## [What to do]
Examine each line of the data. Copy the line if it includes the word "Yale".

## [Source information]

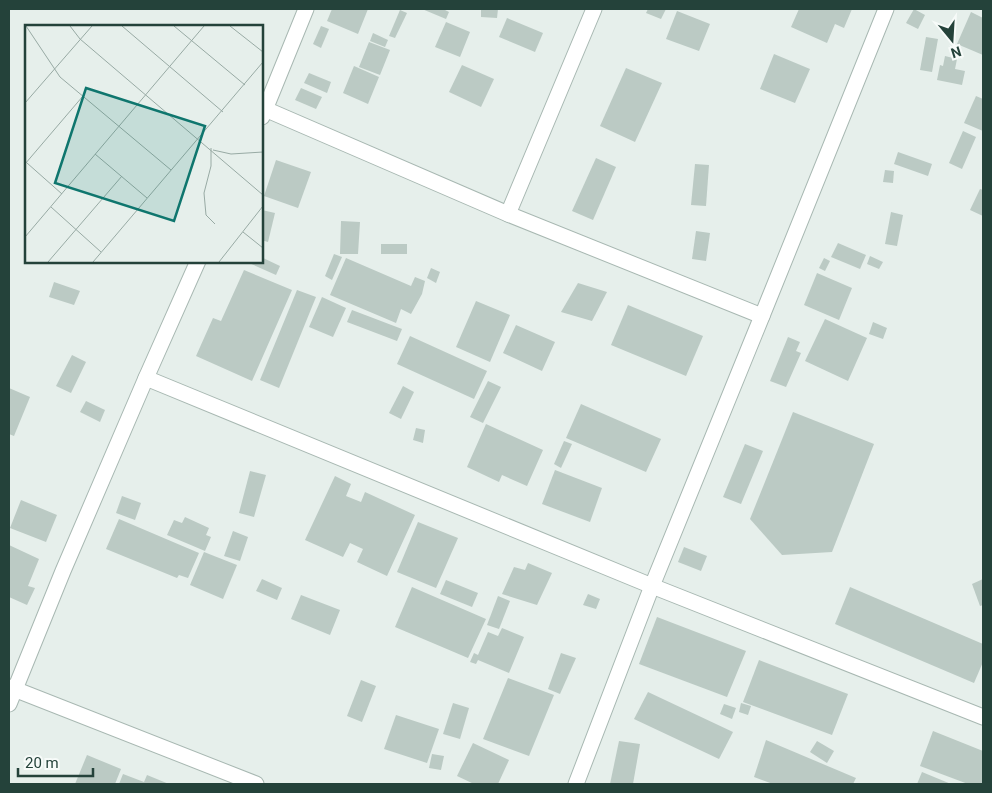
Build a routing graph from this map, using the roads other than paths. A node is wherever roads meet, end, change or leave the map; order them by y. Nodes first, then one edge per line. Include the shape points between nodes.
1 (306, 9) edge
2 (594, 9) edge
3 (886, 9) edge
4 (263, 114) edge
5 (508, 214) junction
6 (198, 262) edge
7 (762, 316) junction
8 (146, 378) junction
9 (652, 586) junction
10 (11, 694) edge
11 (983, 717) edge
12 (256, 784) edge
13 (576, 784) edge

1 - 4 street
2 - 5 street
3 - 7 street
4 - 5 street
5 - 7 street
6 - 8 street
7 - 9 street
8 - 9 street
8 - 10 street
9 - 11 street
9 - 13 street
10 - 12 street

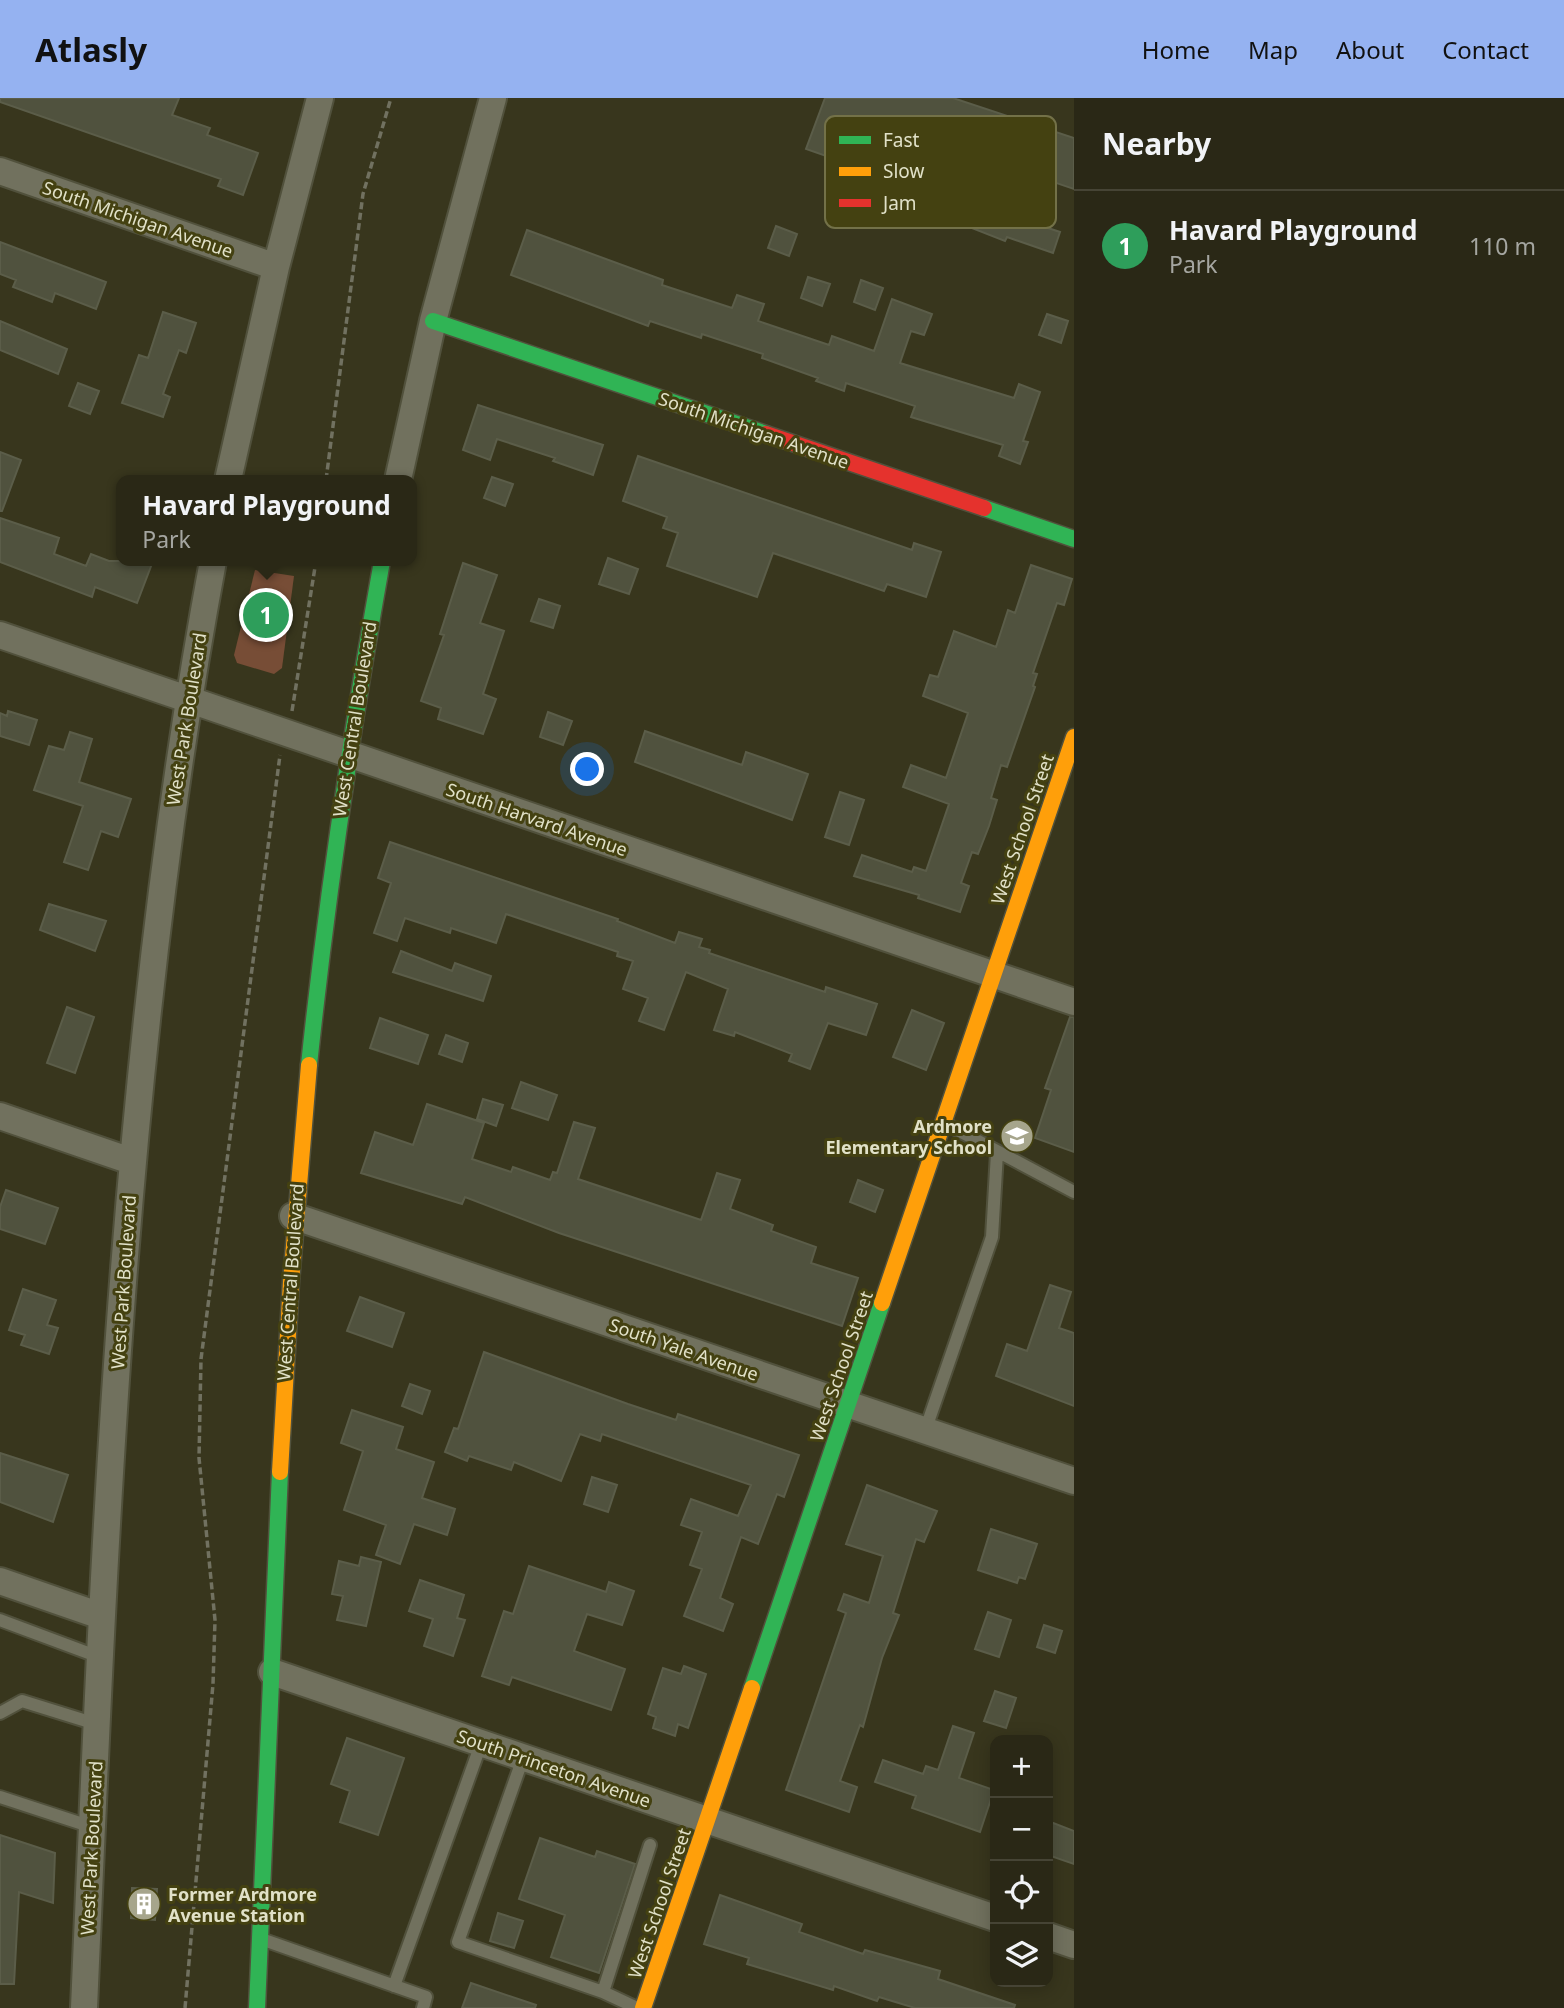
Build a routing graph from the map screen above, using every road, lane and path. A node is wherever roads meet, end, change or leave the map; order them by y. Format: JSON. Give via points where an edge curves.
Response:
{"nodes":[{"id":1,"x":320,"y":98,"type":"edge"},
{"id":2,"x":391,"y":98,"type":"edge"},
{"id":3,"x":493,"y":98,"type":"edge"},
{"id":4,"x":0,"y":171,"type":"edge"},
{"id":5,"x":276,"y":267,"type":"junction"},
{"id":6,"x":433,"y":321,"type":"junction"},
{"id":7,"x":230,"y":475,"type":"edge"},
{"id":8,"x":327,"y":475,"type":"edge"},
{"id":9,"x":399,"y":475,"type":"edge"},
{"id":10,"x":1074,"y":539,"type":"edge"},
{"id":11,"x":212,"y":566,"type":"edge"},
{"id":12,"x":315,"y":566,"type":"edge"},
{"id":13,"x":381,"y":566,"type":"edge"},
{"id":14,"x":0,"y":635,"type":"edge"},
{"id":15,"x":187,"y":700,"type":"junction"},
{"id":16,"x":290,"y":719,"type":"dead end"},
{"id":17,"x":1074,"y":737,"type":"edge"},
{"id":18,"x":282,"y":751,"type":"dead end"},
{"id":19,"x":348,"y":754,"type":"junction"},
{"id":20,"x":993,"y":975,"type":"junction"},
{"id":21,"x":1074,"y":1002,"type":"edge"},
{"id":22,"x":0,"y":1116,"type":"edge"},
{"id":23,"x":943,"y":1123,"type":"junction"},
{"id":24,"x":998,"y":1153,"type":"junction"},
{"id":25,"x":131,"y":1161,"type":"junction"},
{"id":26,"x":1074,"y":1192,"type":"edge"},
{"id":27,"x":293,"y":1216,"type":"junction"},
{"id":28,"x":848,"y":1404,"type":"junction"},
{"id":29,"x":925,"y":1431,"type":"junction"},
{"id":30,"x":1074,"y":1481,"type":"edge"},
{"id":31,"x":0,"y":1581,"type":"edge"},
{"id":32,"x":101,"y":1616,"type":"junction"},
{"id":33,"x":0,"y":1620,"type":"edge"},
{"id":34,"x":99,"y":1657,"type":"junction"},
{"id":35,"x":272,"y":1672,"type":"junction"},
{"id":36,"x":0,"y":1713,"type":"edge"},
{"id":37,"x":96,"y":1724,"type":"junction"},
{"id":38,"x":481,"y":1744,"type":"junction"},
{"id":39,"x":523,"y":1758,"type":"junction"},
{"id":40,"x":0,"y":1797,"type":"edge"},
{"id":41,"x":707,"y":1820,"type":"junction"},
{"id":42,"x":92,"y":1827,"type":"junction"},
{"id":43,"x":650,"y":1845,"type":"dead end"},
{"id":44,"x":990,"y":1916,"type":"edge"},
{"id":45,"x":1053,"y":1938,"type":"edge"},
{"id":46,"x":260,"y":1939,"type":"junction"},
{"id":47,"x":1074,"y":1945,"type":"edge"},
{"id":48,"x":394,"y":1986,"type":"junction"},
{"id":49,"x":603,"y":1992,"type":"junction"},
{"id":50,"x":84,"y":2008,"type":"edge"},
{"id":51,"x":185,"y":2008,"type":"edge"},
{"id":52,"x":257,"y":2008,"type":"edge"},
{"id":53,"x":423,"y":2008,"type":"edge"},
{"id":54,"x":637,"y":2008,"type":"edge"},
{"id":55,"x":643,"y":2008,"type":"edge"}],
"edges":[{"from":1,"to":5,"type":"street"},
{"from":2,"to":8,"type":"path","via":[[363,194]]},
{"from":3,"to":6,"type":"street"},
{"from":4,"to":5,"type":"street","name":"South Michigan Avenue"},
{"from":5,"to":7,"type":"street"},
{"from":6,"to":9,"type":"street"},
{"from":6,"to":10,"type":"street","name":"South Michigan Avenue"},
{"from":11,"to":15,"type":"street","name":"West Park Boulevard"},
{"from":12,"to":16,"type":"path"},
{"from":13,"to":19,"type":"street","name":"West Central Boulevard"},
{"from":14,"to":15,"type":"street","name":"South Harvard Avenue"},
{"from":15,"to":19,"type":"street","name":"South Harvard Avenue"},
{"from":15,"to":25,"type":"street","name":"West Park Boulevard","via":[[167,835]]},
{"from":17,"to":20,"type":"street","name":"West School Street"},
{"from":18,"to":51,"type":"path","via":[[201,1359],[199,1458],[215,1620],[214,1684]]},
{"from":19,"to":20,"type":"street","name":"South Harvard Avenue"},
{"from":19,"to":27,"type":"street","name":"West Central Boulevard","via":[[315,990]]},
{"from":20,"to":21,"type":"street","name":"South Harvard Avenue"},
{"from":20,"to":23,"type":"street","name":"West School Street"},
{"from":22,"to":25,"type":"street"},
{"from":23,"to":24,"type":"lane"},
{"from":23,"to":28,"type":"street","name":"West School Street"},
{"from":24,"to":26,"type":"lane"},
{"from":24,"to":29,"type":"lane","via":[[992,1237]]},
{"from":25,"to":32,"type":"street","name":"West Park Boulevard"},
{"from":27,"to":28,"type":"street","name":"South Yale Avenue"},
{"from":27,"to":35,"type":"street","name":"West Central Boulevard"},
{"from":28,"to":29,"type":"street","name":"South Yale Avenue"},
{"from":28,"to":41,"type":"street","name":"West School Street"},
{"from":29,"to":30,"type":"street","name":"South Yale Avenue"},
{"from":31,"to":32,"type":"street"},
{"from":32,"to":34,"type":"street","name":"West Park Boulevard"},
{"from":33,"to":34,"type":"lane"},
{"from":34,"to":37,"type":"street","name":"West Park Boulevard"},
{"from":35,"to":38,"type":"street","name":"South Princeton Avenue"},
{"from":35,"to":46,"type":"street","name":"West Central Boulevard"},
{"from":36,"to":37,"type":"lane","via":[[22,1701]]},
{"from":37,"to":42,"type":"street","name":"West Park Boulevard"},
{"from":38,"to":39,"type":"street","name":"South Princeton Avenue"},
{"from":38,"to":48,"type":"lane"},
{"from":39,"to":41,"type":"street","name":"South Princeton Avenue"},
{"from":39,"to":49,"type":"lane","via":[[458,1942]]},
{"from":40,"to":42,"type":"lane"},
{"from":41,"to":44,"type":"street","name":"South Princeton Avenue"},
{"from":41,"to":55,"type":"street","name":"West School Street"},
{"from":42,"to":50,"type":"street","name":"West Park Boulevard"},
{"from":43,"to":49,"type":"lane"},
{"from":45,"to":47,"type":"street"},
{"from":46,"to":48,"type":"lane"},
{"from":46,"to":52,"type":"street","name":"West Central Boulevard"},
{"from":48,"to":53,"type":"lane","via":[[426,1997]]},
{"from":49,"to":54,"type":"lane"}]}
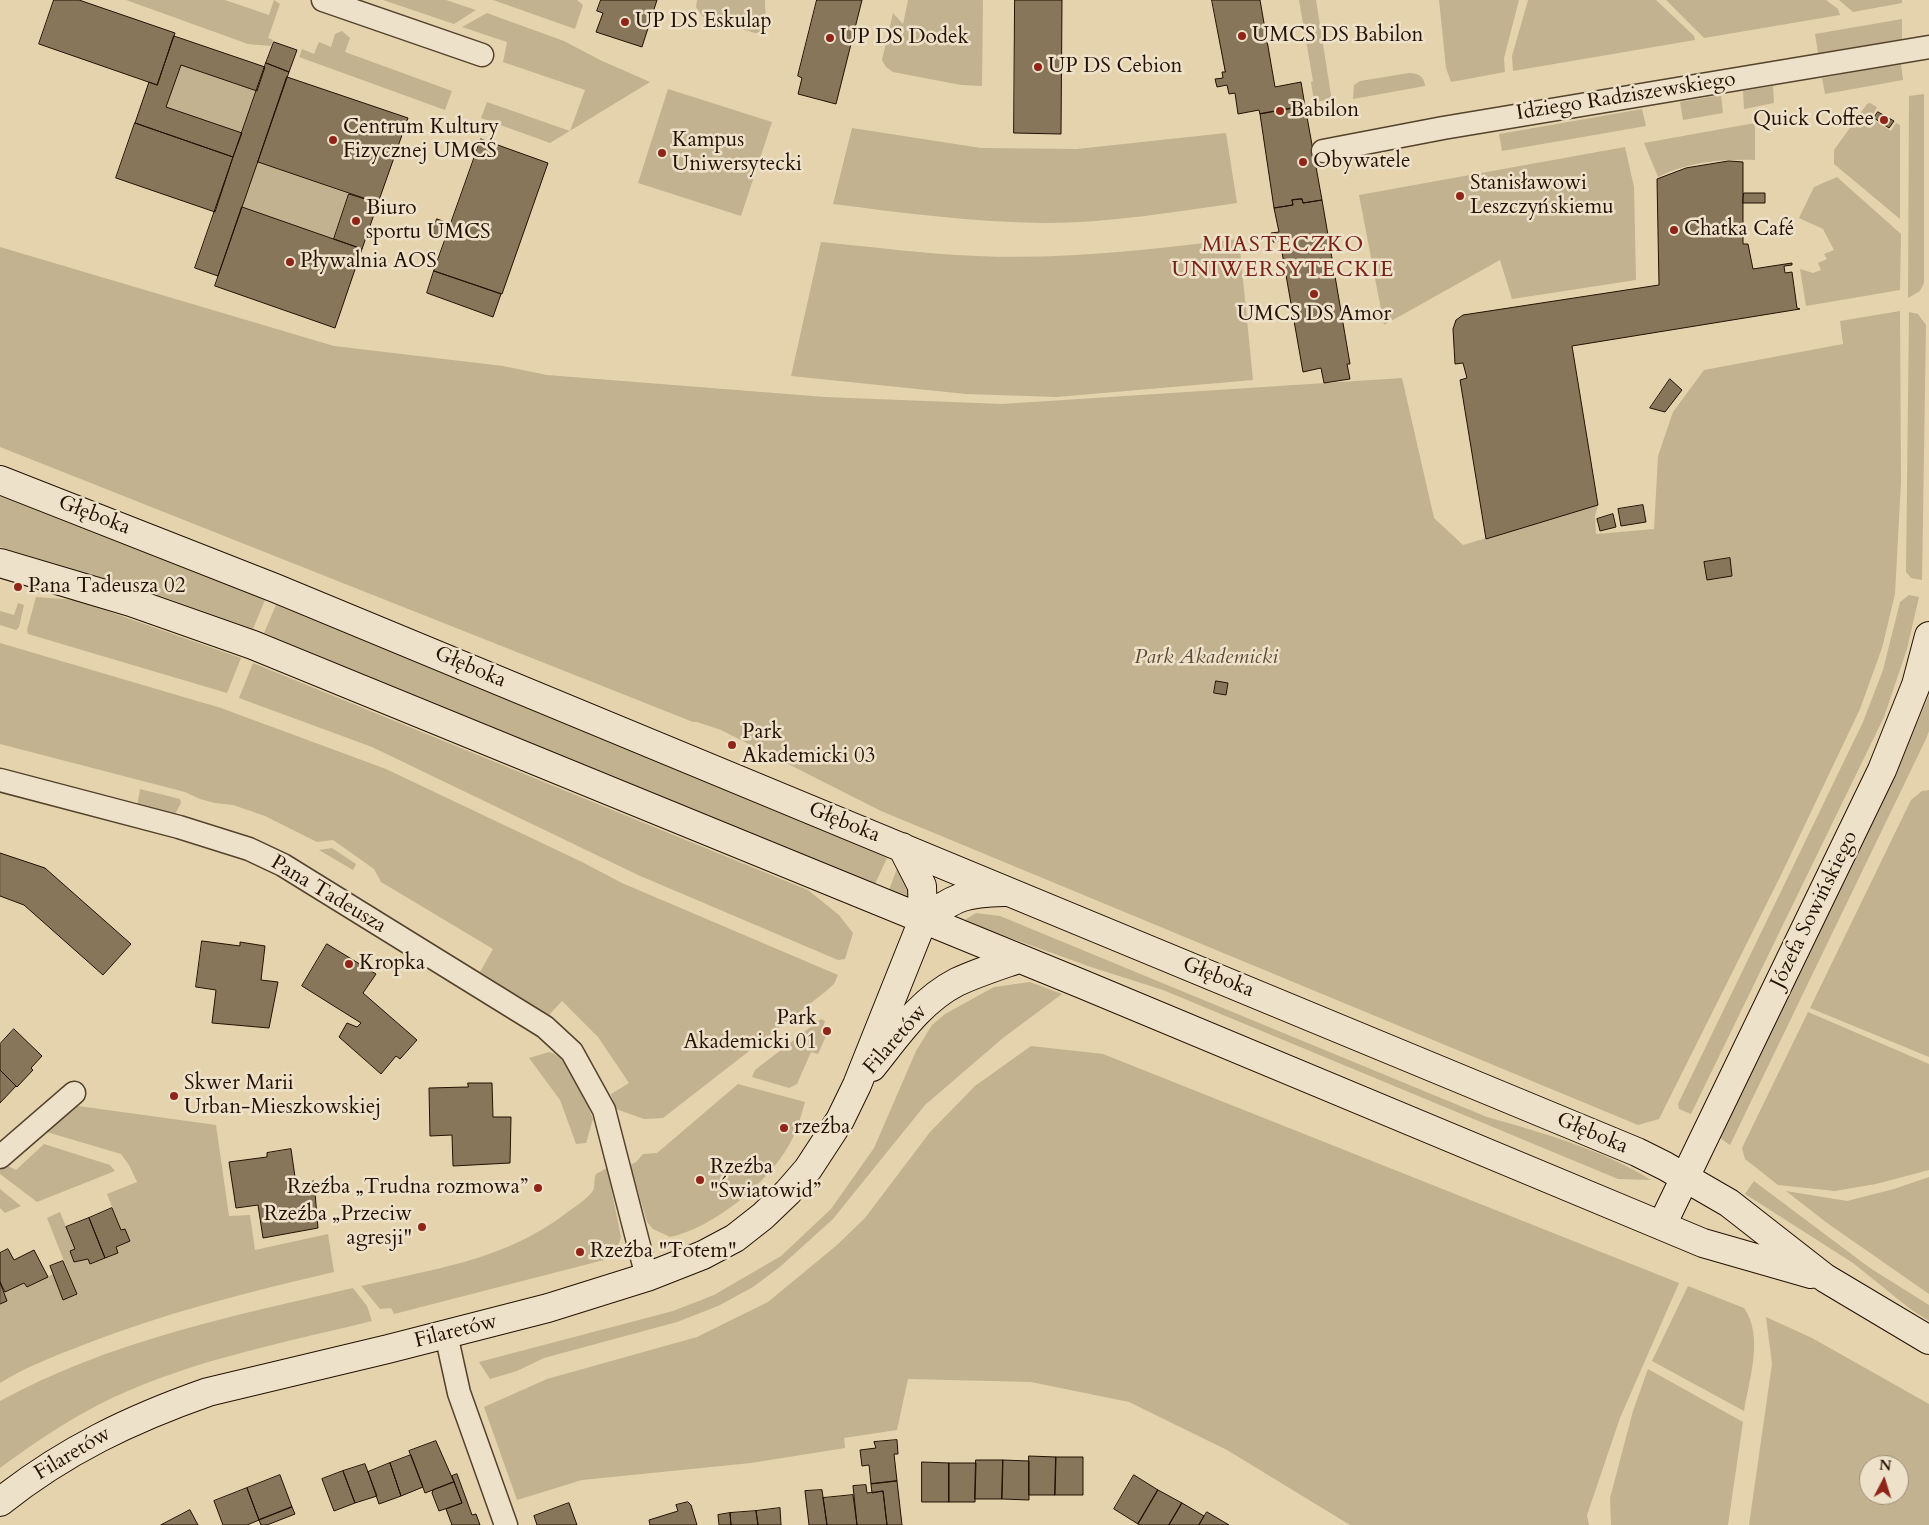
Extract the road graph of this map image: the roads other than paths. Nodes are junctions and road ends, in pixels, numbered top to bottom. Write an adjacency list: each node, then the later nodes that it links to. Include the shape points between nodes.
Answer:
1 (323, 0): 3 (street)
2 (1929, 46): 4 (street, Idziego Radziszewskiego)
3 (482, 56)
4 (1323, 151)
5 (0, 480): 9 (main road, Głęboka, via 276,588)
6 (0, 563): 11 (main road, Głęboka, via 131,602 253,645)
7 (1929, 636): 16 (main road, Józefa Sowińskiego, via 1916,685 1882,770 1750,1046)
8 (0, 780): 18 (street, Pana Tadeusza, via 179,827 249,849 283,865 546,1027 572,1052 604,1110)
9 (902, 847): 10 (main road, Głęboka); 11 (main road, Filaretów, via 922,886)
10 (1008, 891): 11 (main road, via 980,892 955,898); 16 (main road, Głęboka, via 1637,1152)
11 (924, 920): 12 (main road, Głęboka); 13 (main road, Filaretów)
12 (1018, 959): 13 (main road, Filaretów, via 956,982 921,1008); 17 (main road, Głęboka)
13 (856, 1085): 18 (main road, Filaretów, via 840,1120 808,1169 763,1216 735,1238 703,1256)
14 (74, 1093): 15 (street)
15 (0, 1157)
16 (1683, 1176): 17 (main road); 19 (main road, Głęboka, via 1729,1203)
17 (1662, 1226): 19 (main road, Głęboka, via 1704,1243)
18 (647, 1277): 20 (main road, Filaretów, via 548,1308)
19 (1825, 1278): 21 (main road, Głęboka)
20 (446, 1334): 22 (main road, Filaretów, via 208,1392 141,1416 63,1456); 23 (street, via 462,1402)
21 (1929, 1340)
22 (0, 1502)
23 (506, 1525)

## [Result of this exercise]
{"from":27,"to":28,"type":"street","name":"South Yale Avenue"},
{"from":28,"to":29,"type":"street","name":"South Yale Avenue"},
{"from":29,"to":30,"type":"street","name":"South Yale Avenue"},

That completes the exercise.